A large share of UK employees have sold their corporate credentials over the past year, exposing their organization to cyber and financial crime, according to Cifas.
The non-profit fraud prevention service revealed the findings in its latest Workplace Fraud Trends report, which is based on responses from 2000 UK employees working in companies with 1000+ staff.
It found that 13% of respondents admitted selling their logins over the past 12 months, or knew someone who had.

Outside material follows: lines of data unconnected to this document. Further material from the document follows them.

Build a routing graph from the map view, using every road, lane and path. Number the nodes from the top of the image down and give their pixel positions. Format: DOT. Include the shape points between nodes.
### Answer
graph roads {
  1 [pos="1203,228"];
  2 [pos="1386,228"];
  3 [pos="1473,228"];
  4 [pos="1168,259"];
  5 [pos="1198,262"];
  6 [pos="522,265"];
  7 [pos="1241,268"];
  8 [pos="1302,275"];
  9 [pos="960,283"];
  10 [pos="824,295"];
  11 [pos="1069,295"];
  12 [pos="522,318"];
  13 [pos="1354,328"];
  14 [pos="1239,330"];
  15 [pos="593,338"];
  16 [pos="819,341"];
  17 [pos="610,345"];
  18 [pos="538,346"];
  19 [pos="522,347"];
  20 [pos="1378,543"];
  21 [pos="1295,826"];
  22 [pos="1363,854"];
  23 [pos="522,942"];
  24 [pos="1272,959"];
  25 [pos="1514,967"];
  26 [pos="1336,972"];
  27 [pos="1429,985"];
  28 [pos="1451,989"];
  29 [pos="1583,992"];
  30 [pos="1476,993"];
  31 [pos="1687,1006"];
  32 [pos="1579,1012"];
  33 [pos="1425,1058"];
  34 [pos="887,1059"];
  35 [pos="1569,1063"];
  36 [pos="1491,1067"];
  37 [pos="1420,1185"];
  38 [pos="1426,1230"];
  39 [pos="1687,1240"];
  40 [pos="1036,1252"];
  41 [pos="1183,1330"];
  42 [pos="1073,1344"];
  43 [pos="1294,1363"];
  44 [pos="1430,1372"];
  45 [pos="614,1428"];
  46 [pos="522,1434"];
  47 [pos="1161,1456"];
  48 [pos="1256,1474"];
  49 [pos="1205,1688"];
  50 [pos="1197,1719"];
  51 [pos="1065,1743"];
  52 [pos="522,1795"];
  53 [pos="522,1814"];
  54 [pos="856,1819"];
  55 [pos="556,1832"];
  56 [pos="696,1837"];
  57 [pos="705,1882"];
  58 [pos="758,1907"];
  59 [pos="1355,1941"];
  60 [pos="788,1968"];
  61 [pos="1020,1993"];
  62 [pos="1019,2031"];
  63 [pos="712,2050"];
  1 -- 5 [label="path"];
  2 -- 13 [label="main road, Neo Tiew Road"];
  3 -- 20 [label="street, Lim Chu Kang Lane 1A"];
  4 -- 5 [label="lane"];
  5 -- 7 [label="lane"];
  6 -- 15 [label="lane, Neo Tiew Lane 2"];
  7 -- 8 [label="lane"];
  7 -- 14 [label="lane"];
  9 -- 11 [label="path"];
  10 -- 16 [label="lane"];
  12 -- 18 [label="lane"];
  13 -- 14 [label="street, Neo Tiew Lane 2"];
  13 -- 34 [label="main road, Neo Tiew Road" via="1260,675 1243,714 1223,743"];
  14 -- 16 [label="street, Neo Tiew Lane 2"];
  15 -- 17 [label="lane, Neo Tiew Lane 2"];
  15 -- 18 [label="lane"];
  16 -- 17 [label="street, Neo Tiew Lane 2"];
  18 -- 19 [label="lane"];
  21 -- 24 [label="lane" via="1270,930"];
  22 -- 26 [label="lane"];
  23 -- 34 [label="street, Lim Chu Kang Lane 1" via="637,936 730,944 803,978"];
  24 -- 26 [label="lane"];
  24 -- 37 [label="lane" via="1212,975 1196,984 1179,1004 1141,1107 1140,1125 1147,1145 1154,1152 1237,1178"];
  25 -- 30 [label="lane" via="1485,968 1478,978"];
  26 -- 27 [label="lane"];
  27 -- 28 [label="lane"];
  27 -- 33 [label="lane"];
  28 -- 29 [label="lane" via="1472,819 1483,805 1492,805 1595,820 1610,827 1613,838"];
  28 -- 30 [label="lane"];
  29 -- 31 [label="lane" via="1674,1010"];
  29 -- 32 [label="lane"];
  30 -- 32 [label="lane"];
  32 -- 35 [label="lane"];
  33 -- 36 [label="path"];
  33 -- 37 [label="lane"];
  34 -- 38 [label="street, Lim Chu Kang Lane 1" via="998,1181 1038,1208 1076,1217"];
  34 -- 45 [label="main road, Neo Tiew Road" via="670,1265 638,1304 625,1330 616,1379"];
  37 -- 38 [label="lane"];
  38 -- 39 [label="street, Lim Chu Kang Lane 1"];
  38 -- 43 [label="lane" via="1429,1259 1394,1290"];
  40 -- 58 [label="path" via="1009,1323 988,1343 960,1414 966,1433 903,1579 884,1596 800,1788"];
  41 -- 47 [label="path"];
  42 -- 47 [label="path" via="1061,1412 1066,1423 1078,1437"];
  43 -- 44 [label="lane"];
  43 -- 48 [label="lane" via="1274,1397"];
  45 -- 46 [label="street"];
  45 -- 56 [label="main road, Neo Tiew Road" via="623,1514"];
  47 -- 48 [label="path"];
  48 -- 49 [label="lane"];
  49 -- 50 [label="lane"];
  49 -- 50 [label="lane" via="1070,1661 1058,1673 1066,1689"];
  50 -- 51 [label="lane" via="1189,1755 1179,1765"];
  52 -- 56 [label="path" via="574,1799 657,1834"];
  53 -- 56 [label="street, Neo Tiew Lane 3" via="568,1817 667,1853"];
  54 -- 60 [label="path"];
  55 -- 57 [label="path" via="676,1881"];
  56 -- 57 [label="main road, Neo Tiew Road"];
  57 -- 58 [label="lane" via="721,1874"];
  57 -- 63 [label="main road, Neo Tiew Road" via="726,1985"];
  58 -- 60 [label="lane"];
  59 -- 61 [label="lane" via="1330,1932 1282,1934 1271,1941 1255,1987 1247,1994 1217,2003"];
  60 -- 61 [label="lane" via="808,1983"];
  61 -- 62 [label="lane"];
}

The same share (13%) claimed they thought the act of selling credentials was “justifiable” – rising even higher for senior managers (32%), directors (36%), C-suite executives (43%) and business owners (81%).
Cifas director of learning, Rachael Tiffen, argued that selling logins can open the door to serious fraud and financial harm.
“These findings show how vital it is for organizations to build fraud‑aware cultures, where employees at all levels understand their responsibilities and the consequences of their actions,” she added.
“Counter‑fraud training plays a central role in helping staff recognize manipulation, appreciate the risks associated with insider activity, and act with integrity when handling access to systems and data.”
The Growing Insider Threat
The Cifas report highlights the growing challenge posed to corporate security teams by their own colleagues elsewhere in the business.
Malicious incidents accounted for 27% ($4.7m) of the total lost to insider risks last year, according to DTEX. On average, global organizations lost $19.5m per business to either negligence or deliberate acts like sharing sensitive data including credentials.
A 2025 Socura/Flare report revealed 460,000 compromised credentials belonging to employees at FTSE100 firms circulating on cybercrime sites.
Many of these come down not to malicious insiders but external attacks. The report’s authors found 28,000 corporate credentials in stealer logs – which on average equates to 280 per FTSE 100 company.
A separate study by KELA last month revealed the presence of 347 million compromised credentials on 3.9 million compromised machines.
These were part of an estimated 2.9 billion tracked globally in 2025.
The continued pipeline of compromised credentials into the cybercrime economy makes things much harder for network defenders, as it renders traditional perimeter defenses virtually useless.